The question isn’t entirely settled, but some lawyers and employee advocates assume that a worker who cobbles together jobs from various sources or uses an online platform to pick up some extra cash is treated like an entrepreneur or business for antitrust purposes. They say that means gig worker groups, like a new guild for New York Uber drivers, may wind up operating as something of a company-sponsored employee organization.
Advocates hope Congress will eventually tweak existing laws to give gig workers a stronger collective voice. Still, many don’t expect the groups that spawn from those changes to look very much like traditional labor unions.
“The worker collectives that emerge if there are changes in the law will be a lot less rigid than some of the unions have been,” Arun Sundararajan, a business professor at New York University and author of a book on “crowd-based capitalism,” told Bloomberg BNA. “The workers might have certain shared objectives, but it’s not the same as a group of people on an assembly line.”
Courts have for decades been grappling with the tension between antitrust laws banning concerted activities that restrain commerce and the National Labor Relations Act, which protects workers’ right to band together and negotiate the terms and conditions of their jobs with an employer.
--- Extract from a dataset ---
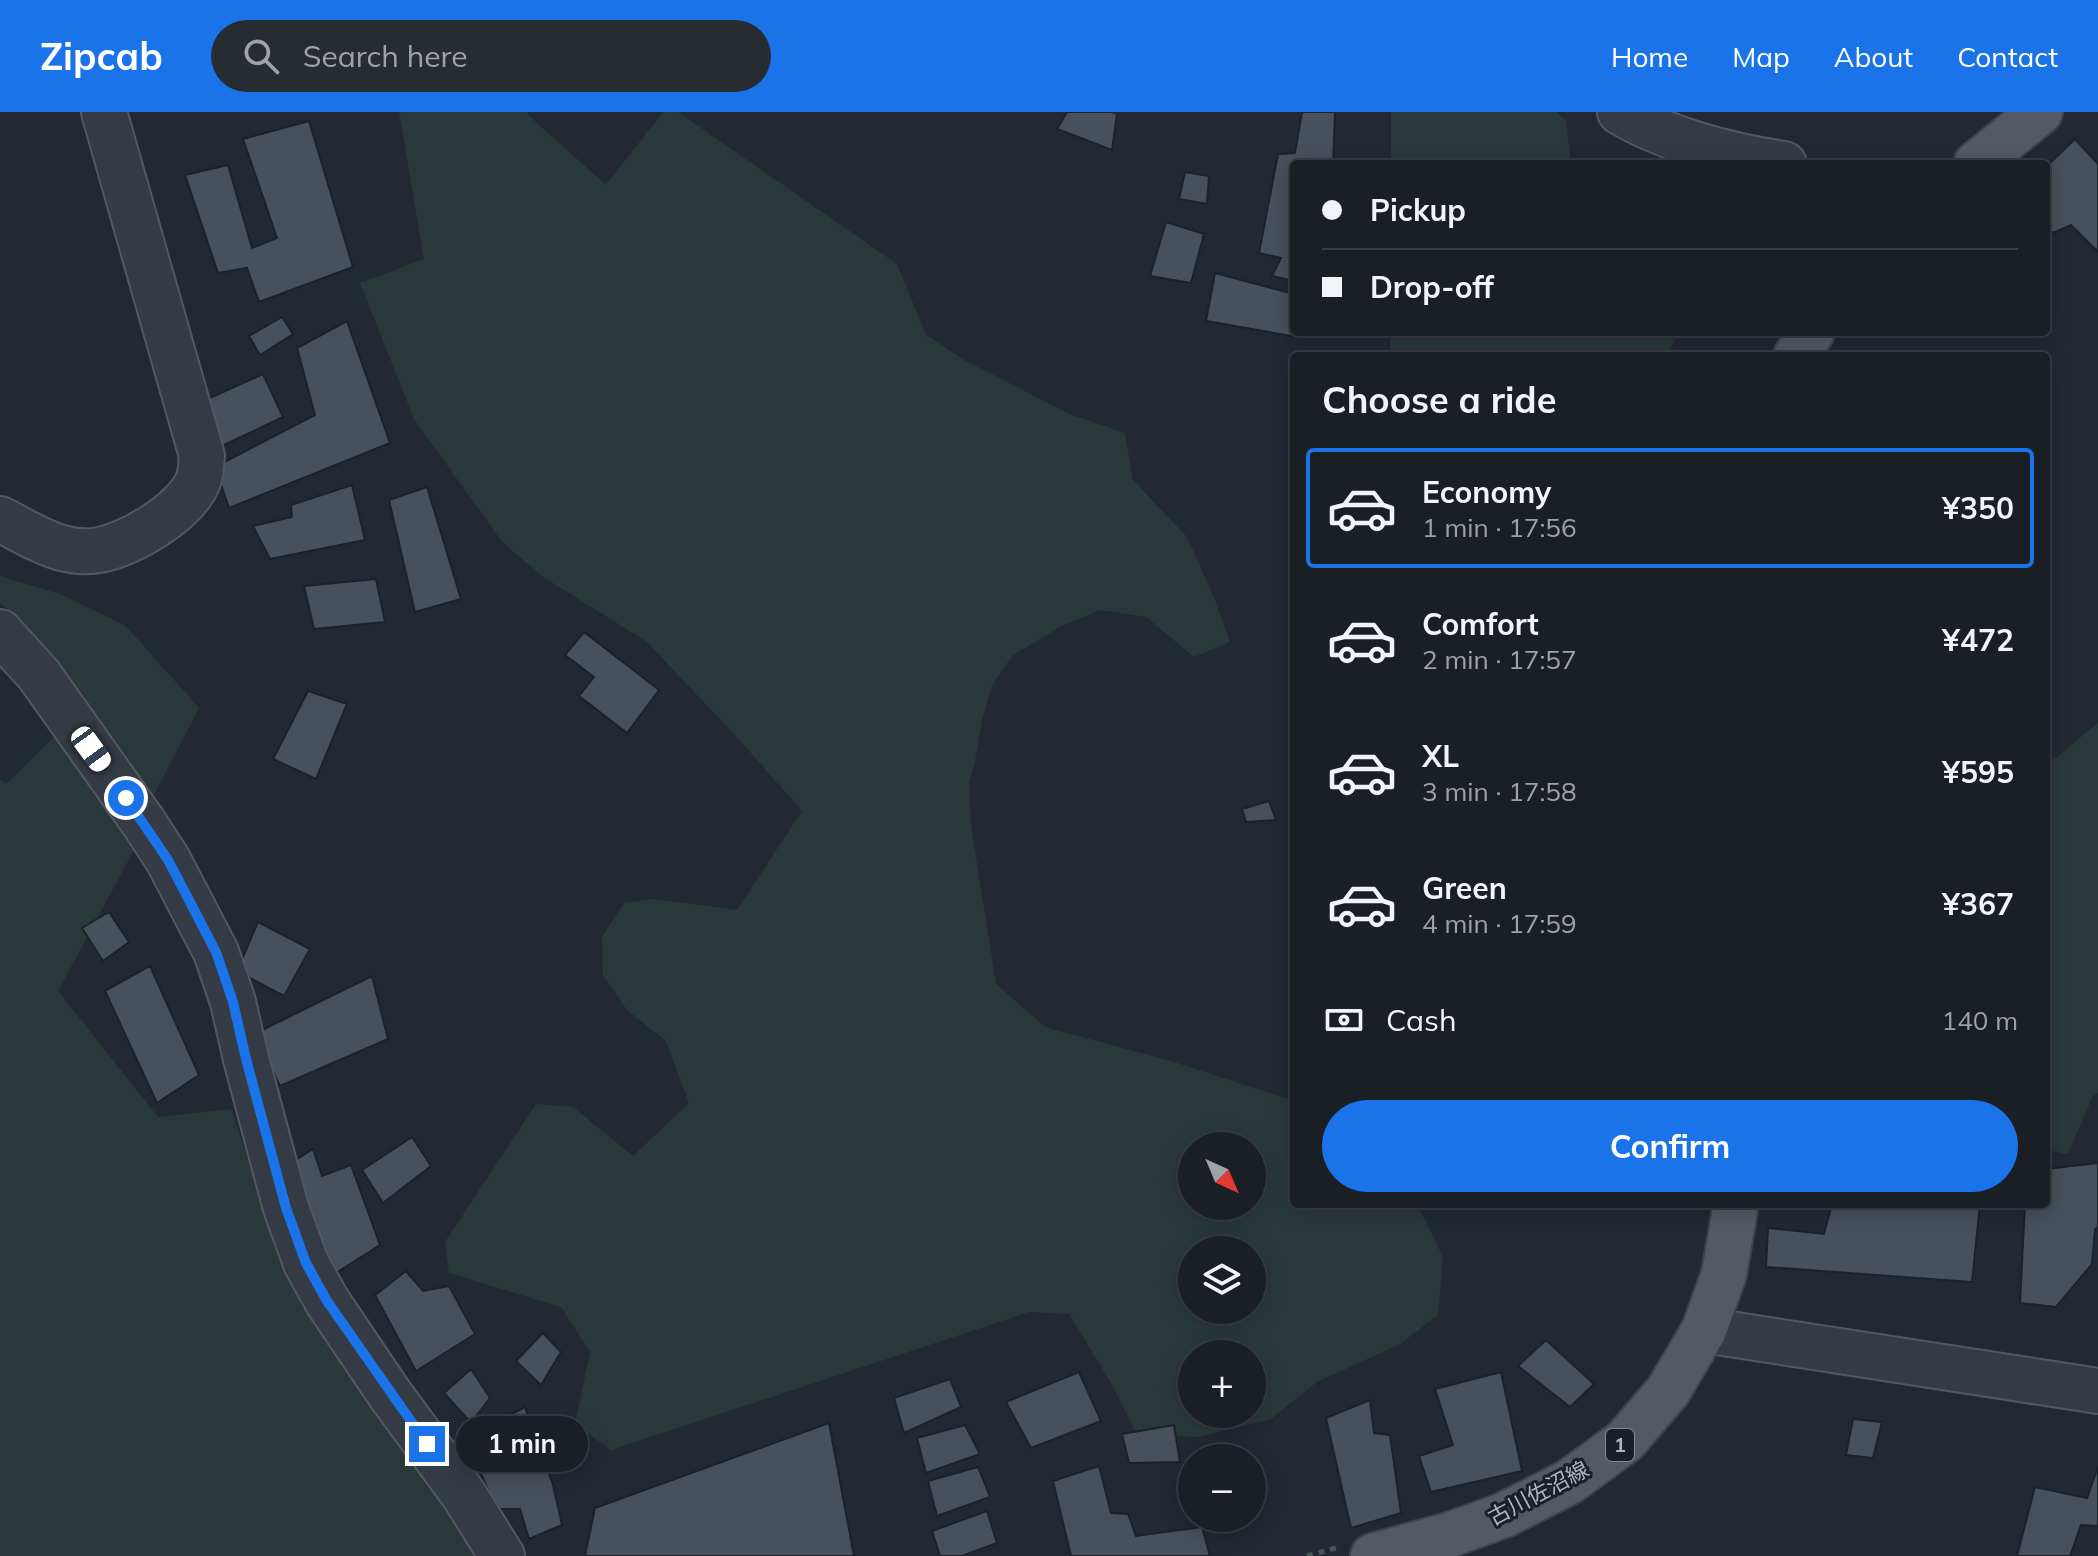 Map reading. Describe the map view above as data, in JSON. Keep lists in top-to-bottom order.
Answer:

The compromise that they’ve reached is already being tested by nonunion worker organizations.
“This is probably one of the most complicated areas of labor law,” Steven Wheeless, a partner at Steptoe & Johnson in Phoenix, told Bloomberg BNA. Wheeless said courts have generally responded by creating a broad antitrust exception for labor unions, but added that the limits of that exception are still not clear.
The Sherman Act, which first became law all the way back in 1890, generally bars price-fixing and other forms of collusion in which businesses agree to do something that restricts the free flow of trade and commerce. It was designed to combat monopolies and curb business practices that impede competition.
The law was updated nearly a quarter century later—via the Clayton Act—to specifically exempt labor organizations bargaining on behalf of the workers they represent. It also provides a safe harbor for other union activity, like picketing, strikes and other work stoppages.
Wheeless said courts have interpreted the antitrust laws, combined with separate limits on judicial involvement in labor disputes, to exempt “a labor organization that acts as a labor organization in the furtherance of its goals.”
Nonunion worker centers like OUR Walmart, Fight for $15 and Restaurant Opportunities Centers United raise trickier legal questions. Critics have argued that the groups act as “fronts” for unions designed to evade reporting requirements.
Advocates have largely conceded that gig worker groups aren’t covered by the labor exemption. They often point to a seven-decades-old Supreme Court decision in which the justices found that an association of independent fishermen were not protected by a law banning court interference with labor disputes ( Columbia River Packers Ass’n., Inc. v. Hinton, 315 U.S. 143 (1942)).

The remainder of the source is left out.